Muslim Immigration Fueling “Islamic Banking” in Canada
Amid the headlines in recent weeks of a group of Muslim extremists plotting a terrorist attack in Canada, a look at some of the mundane ways in which Canada’s growing Muslim communities are having an impact can be a refreshing reminder that the bad apples are few and far between, and that the majority of Muslim-Canadians are ordinary individuals who strive to lead productive lives and contribute positively to their country.
The rising profile of the “Islamic banking” industry is one of these ways, and on Friday the Hamilton Spectator published a story detailing its exposure in Canada and how it works:
If Islamic finance prohibits charging interest (riba), how do they function? Ensuring fair play is at the core of Islamic banking. As such, the principle of “risk-sharing” is a critical component. In essence, the Islamic bank becomes a business partner with the customer. For example, a car lease is appropriate because the bank has a stake in the ownership of the car. There are two principle financing arrangements offered to borrowers: murabaha (instalment sale) and ijara (redeemable lease). In the murabaha example, the bank buys the asset (e.g. large screen television) and then resells it to the customer at a higher price while the customer still uses it.
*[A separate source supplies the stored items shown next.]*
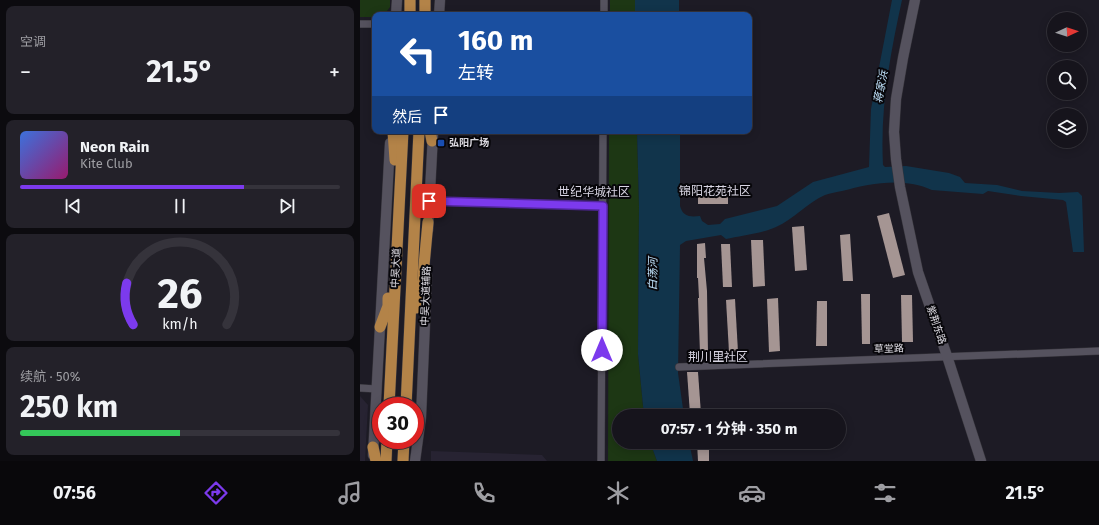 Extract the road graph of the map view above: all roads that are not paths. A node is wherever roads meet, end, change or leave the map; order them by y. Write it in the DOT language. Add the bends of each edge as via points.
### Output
graph roads {
  1 [pos="397,0"];
  2 [pos="410,0"];
  3 [pos="426,0"];
  4 [pos="440,0"];
  5 [pos="604,0"];
  6 [pos="910,0"];
  7 [pos="915,0"];
  8 [pos="396,12"];
  9 [pos="410,12"];
  10 [pos="425,12"];
  11 [pos="439,12"];
  12 [pos="604,12"];
  13 [pos="360,24"];
  14 [pos="372,24"];
  15 [pos="392,134"];
  16 [pos="392,134"];
  17 [pos="403,134"];
  18 [pos="409,134"];
  19 [pos="419,134"];
  20 [pos="432,134"];
  21 [pos="603,134"];
  22 [pos="418,154"];
  23 [pos="894,160"];
  24 [pos="429,201"];
  25 [pos="399,206"];
  26 [pos="603,206"];
  27 [pos="428,222"];
  28 [pos="396,259"];
  29 [pos="412,276"];
  30 [pos="380,327"];
  31 [pos="409,346"];
  32 [pos="1099,351"];
  33 [pos="945,356"];
  34 [pos="679,367"];
  35 [pos="360,388"];
  36 [pos="377,389"];
  37 [pos="376,397"];
  38 [pos="389,397"];
  39 [pos="406,397"];
  40 [pos="373,449"];
  41 [pos="387,449"];
  42 [pos="404,449"];
  43 [pos="374,461"];
  44 [pos="386,461"];
  45 [pos="403,461"];
  46 [pos="415,461"];
  47 [pos="602,461"];
  48 [pos="976,461"];
  49 [pos="981,461"];
  1 -- 8 [label="street"];
  2 -- 9 [label="main road"];
  3 -- 10 [label="main road"];
  4 -- 11 [label="street"];
  5 -- 12 [label="street"];
  6 -- 23 [label="street" via="894,87 891,122"];
  7 -- 23 [label="street" via="896,99"];
  13 -- 14 [label="street"];
  15 -- 25 [label="main road" via="396,155 394,182"];
  16 -- 30 [label="street"];
  17 -- 25 [label="main road, 中吴大道"];
  18 -- 22 [label="main road" via="409,164 414,163"];
  19 -- 22 [label="main road, 中吴大道"];
  20 -- 24 [label="street, 中吴大道辅路"];
  21 -- 26 [label="street"];
  22 -- 29 [label="main road, 中吴大道"];
  23 -- 33 [label="street, 紫荆东路" via="918,272"];
  24 -- 26 [label="street"];
  24 -- 27 [label="street, 中吴大道辅路"];
  25 -- 28 [label="main road, 中吴大道"];
  25 -- 29 [label="main road" via="406,192 409,192 411,197 408,253"];
  26 -- 47 [label="street"];
  27 -- 31 [label="main road" via="422,287 416,301 415,322"];
  27 -- 46 [label="street, 中吴大道辅路" via="421,417"];
  28 -- 30 [label="main road" via="389,284 388,306"];
  28 -- 38 [label="main road, 中吴大道"];
  29 -- 31 [label="main road, 中吴大道"];
  30 -- 36 [label="street"];
  31 -- 39 [label="main road, 中吴大道"];
  32 -- 33 [label="street, 草堂路"];
  33 -- 34 [label="street, 草堂路"];
  33 -- 48 [label="street, 紫荆东路"];
  33 -- 49 [label="street, 紫荆东路"];
  35 -- 36 [label="street"];
  36 -- 37 [label="street"];
  40 -- 43 [label="main road"];
  41 -- 44 [label="main road"];
  42 -- 45 [label="main road"];
} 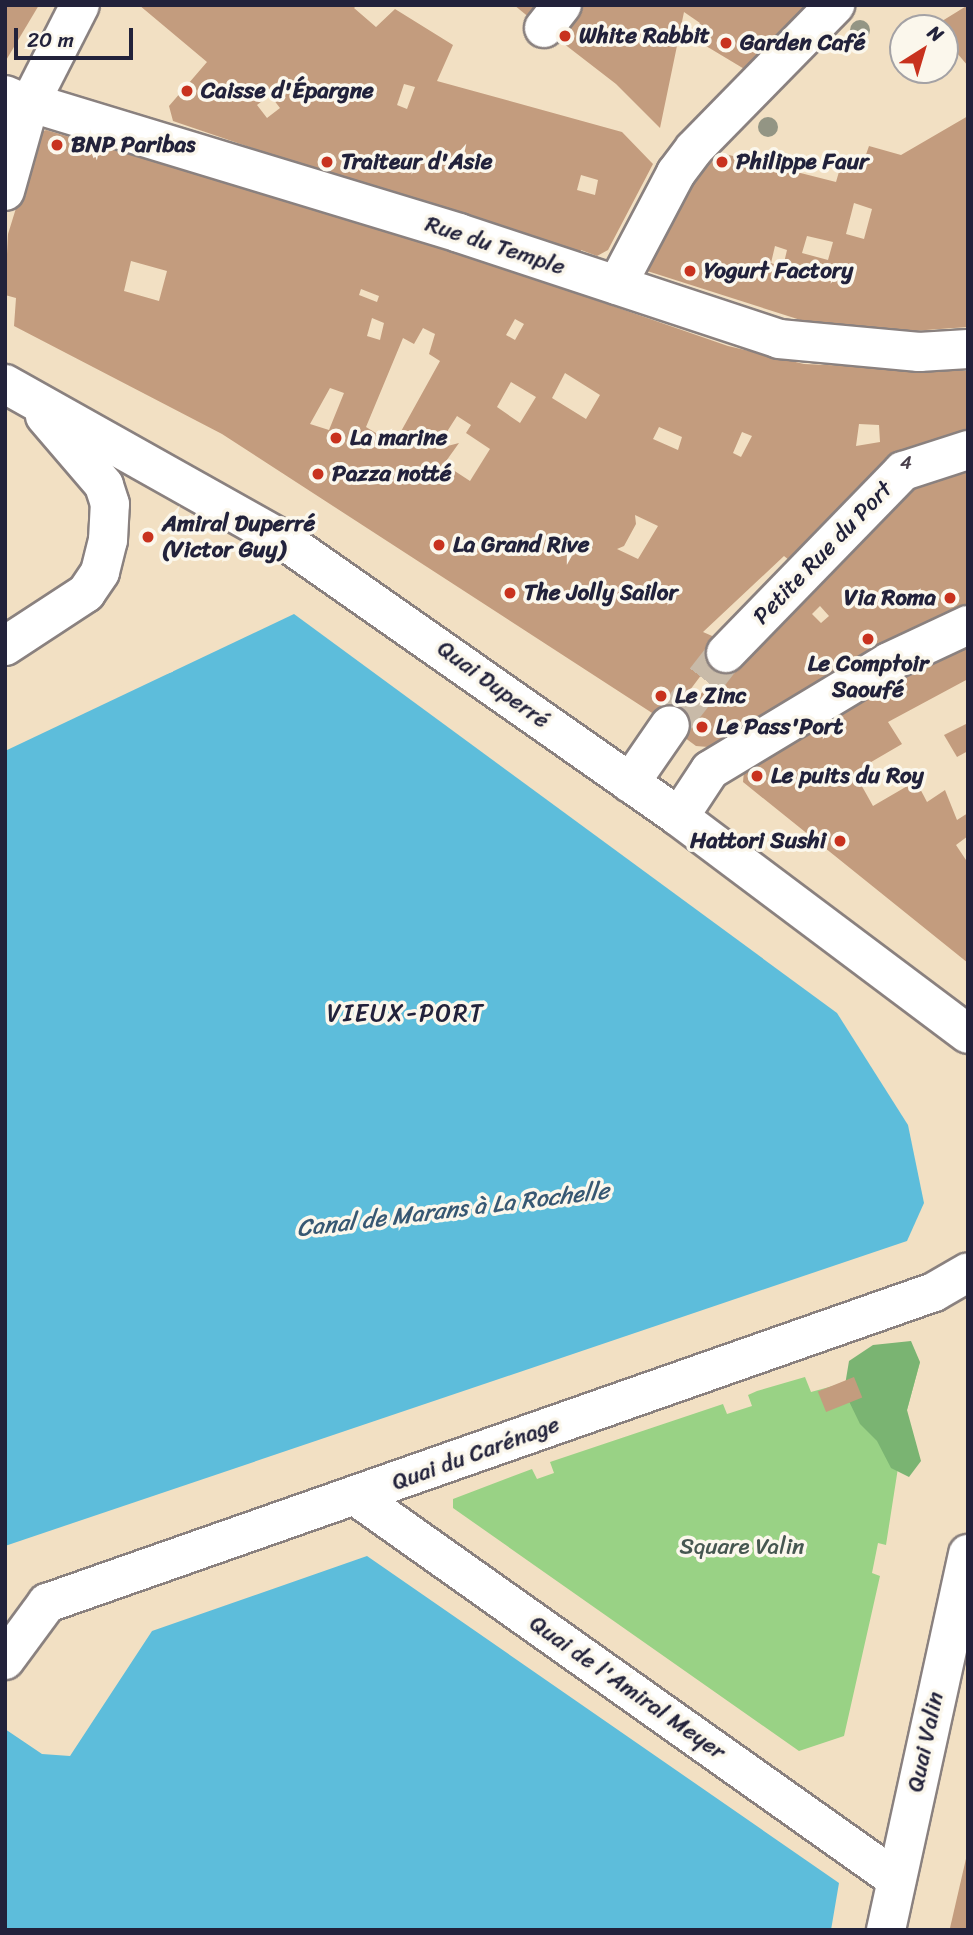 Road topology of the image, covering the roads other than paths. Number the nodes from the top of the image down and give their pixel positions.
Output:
1 (80, 5) edge
2 (835, 5) edge
3 (17, 100) edge
4 (5, 191) edge
5 (617, 285) junction
6 (968, 349) edge
7 (18, 391) edge
8 (968, 450) edge
9 (968, 625) edge
10 (5, 646) edge
11 (726, 653) tunnel mouth
12 (670, 725) tunnel mouth
13 (630, 783) junction
14 (679, 817) junction
15 (962, 1028) edge
16 (968, 1272) edge
17 (357, 1497) junction
18 (968, 1554) edge
19 (5, 1660) edge
20 (896, 1879) junction
21 (892, 1928) edge

1 - 3 street
2 - 5 street
3 - 4 street
3 - 5 street, Rue du Temple
5 - 6 street, Rue du Temple
7 - 10 street
7 - 13 street, Quai Duperré
8 - 11 street, Petite Rue du Port
9 - 14 street
12 - 13 street
13 - 14 street, Quai Duperré
14 - 15 street, Quai Duperré
16 - 17 street, Quai du Carénage
17 - 19 street, Quai du Carénage
17 - 20 street, Quai de l'Amiral Meyer
18 - 20 street, Quai Valin
20 - 21 street, Quai Valin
Islamic banking has been growing at 10-15 percent a year globally over the last decade. It forbids profit through interest, speculation, uncertainty, exploitation, and funding activities prohibited to Muslims, including consumption of pork, gambling and alcohol.
Various work-arounds are used by Islamic banks to earn a profit while complying with the prohibition to charge interest, like providing capital through purchases of equity instead of debt. Often these arrangements make the financial instruments in effect very similar to interest-based lending, leading some to criticize it as dishonestly advertised for profit, or to promote Islam.
The sector’s supporters say it provides a means by which people can bank in accordance with their values by avoiding lending at very high interest rates or providing funding to activities they are religiously and/or ethically opposed to, like the production of pornography or alcoholic beverages.
Canada’s Islamic banking sector is still relatively small compared to that of other Western countries. The recent bankruptcy, along with reports of corruption by its top executives, of UM Financial, which billed itself as a sharia-compliant mortgage issuer, has been a setback for the sector, but it is likely it will continue to see growth in the coming years given the rising population of Canadian Muslims, which now number nearly one million.